Instructions for the task: Nothing but the lines from the one with "middle tip: (516, 301)" down to the one with "index pip: (644, 266)" should be returned, exactly and with both ends included, from the material below.

Provided information:
..............................

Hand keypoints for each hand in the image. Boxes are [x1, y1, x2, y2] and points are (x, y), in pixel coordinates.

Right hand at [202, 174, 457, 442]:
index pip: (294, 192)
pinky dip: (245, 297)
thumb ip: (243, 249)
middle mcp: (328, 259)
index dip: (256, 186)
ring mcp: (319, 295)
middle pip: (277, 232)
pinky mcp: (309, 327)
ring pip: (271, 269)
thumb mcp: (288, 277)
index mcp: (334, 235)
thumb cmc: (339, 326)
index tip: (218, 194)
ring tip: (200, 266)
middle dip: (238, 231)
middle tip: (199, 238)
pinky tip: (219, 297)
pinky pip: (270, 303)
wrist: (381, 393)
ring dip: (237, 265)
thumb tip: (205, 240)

..............................

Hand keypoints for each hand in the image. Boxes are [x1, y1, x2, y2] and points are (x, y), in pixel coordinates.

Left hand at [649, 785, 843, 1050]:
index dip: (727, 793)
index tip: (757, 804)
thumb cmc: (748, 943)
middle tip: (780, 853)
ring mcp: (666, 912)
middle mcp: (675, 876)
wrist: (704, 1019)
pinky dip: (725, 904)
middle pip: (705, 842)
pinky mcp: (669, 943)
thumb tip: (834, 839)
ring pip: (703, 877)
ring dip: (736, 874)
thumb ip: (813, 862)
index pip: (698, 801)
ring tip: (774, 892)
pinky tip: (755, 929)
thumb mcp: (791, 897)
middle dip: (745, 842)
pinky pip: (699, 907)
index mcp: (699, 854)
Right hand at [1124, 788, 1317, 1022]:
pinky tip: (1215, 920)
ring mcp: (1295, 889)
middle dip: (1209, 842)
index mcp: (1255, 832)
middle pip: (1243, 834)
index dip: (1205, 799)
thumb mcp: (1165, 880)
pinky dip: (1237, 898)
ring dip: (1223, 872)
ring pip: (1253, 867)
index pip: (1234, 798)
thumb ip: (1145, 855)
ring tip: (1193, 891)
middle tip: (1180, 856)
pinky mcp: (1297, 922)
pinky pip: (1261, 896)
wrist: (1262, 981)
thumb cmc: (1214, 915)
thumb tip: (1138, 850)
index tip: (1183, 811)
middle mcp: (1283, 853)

..............................

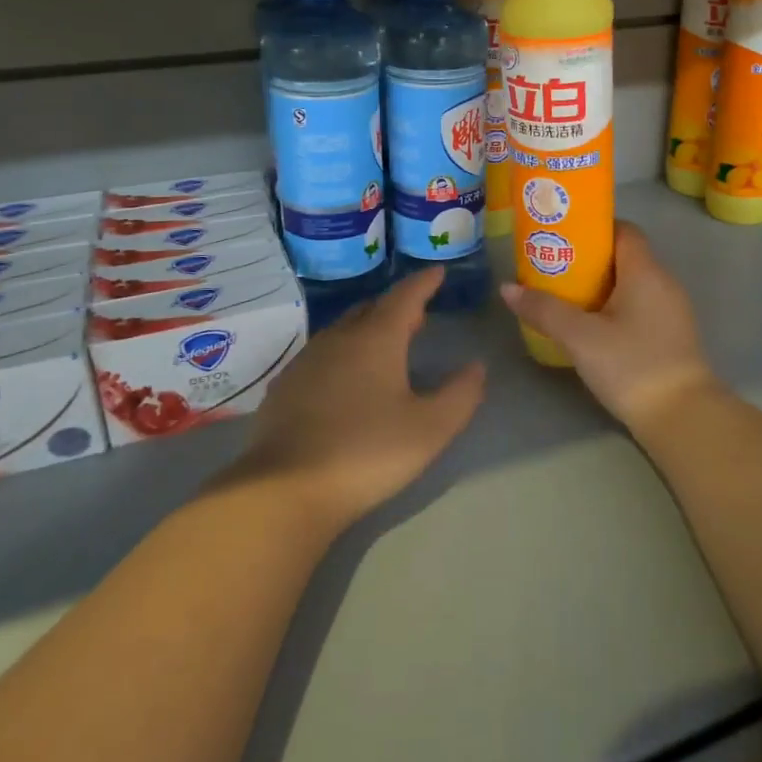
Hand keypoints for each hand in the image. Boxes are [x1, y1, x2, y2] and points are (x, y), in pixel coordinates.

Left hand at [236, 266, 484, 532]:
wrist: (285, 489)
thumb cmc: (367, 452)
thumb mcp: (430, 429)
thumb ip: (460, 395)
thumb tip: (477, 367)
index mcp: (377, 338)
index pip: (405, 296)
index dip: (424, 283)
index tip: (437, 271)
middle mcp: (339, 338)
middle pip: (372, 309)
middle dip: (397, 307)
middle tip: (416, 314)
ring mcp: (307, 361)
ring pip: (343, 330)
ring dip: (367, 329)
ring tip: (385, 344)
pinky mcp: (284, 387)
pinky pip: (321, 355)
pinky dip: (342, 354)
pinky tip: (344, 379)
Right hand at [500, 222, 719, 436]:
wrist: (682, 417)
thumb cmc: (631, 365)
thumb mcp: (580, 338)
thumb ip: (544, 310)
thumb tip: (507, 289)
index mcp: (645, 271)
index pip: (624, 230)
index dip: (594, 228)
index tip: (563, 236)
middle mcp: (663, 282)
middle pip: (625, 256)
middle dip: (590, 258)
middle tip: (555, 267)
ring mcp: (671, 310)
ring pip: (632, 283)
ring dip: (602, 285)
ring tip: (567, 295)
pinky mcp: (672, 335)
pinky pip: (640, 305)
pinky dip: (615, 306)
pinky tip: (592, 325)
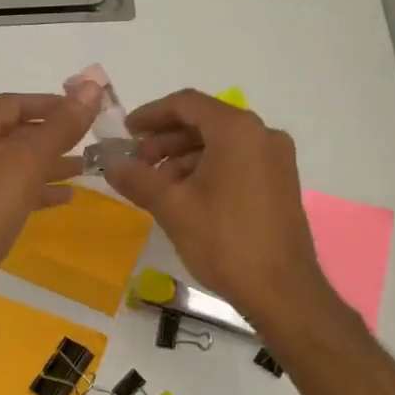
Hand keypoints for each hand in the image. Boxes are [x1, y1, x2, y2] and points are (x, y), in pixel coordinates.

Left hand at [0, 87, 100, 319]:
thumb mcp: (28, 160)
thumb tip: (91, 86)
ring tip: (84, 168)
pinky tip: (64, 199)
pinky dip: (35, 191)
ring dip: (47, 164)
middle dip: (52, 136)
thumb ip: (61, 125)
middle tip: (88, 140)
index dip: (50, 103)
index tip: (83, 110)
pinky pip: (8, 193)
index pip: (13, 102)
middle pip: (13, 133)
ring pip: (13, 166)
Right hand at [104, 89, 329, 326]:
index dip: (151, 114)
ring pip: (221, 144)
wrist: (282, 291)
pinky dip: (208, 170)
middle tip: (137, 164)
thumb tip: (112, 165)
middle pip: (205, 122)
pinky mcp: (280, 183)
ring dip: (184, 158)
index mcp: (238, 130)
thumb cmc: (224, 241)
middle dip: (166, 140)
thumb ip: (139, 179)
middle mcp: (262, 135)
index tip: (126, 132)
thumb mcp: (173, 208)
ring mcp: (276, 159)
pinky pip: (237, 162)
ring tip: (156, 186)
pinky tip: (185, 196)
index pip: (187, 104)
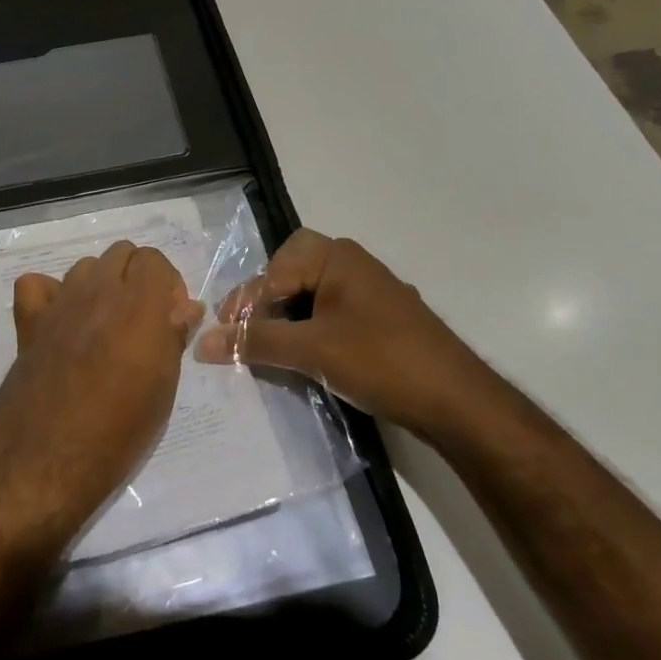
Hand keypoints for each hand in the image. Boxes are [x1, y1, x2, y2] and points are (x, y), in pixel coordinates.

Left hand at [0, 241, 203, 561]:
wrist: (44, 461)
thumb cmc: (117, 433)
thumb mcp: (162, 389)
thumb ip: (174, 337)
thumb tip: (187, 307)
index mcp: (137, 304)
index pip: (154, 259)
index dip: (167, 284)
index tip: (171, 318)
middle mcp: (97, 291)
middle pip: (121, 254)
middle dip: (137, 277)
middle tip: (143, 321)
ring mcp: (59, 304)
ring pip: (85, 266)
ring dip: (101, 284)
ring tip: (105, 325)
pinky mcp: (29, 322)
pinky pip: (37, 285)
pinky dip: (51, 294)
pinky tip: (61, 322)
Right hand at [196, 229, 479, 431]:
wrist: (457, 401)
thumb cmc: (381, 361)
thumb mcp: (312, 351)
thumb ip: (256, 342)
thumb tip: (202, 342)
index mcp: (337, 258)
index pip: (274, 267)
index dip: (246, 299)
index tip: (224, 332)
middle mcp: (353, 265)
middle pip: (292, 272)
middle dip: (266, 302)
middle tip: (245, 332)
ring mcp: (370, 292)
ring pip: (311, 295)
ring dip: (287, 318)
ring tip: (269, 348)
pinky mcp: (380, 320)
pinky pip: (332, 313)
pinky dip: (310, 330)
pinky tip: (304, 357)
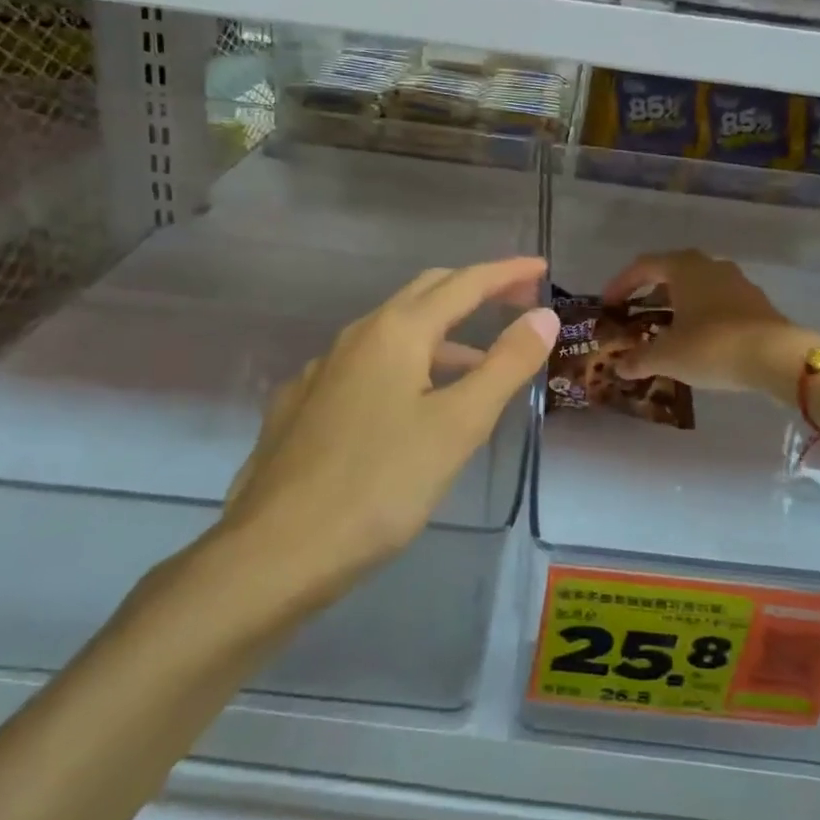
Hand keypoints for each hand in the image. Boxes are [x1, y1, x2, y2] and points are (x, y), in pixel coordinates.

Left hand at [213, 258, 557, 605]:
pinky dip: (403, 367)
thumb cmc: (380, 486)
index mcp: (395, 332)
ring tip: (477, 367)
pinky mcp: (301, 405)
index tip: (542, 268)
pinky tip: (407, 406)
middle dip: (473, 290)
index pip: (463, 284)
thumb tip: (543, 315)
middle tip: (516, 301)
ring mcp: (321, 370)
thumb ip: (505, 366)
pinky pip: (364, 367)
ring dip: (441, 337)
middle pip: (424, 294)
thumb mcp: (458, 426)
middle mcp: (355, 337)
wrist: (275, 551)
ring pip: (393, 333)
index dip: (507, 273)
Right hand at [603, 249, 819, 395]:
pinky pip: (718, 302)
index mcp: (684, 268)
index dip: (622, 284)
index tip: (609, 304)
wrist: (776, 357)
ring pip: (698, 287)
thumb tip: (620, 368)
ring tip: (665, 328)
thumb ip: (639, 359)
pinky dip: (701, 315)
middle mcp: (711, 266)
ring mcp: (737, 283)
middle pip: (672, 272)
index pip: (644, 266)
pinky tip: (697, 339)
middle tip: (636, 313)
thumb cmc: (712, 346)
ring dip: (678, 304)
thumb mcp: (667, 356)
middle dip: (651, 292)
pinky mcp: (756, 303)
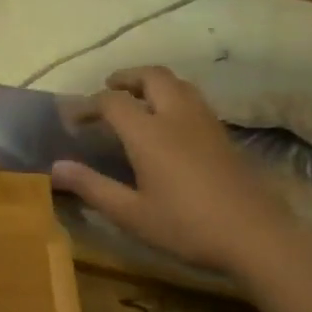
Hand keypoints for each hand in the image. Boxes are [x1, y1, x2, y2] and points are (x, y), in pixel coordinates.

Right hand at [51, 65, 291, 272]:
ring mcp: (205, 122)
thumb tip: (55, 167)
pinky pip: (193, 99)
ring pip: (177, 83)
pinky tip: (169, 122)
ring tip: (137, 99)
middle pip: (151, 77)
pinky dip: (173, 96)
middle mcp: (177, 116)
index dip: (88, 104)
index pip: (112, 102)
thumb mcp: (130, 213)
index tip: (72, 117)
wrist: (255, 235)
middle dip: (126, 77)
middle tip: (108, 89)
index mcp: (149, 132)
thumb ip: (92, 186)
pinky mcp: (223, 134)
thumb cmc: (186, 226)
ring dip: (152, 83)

..............................

Reply:
middle tip: (516, 301)
ring mcp: (321, 370)
thumb ip: (505, 366)
pinky pip: (364, 367)
ring dip: (441, 337)
middle pip: (424, 294)
thumb mcp: (458, 426)
middle mcp: (355, 337)
wrist: (275, 551)
ring pip: (393, 333)
index dip: (507, 273)
Right hand at [603, 249, 819, 395]:
pinky pip: (718, 302)
index mcp: (684, 268)
index dip: (622, 284)
index tip: (609, 304)
wrist: (776, 357)
ring pip: (698, 287)
thumb tip: (620, 368)
ring tip: (665, 328)
thumb ip: (639, 359)
pinky dip: (701, 315)
middle mcp: (711, 266)
ring mcp: (737, 283)
middle pip: (672, 272)
index pip: (644, 266)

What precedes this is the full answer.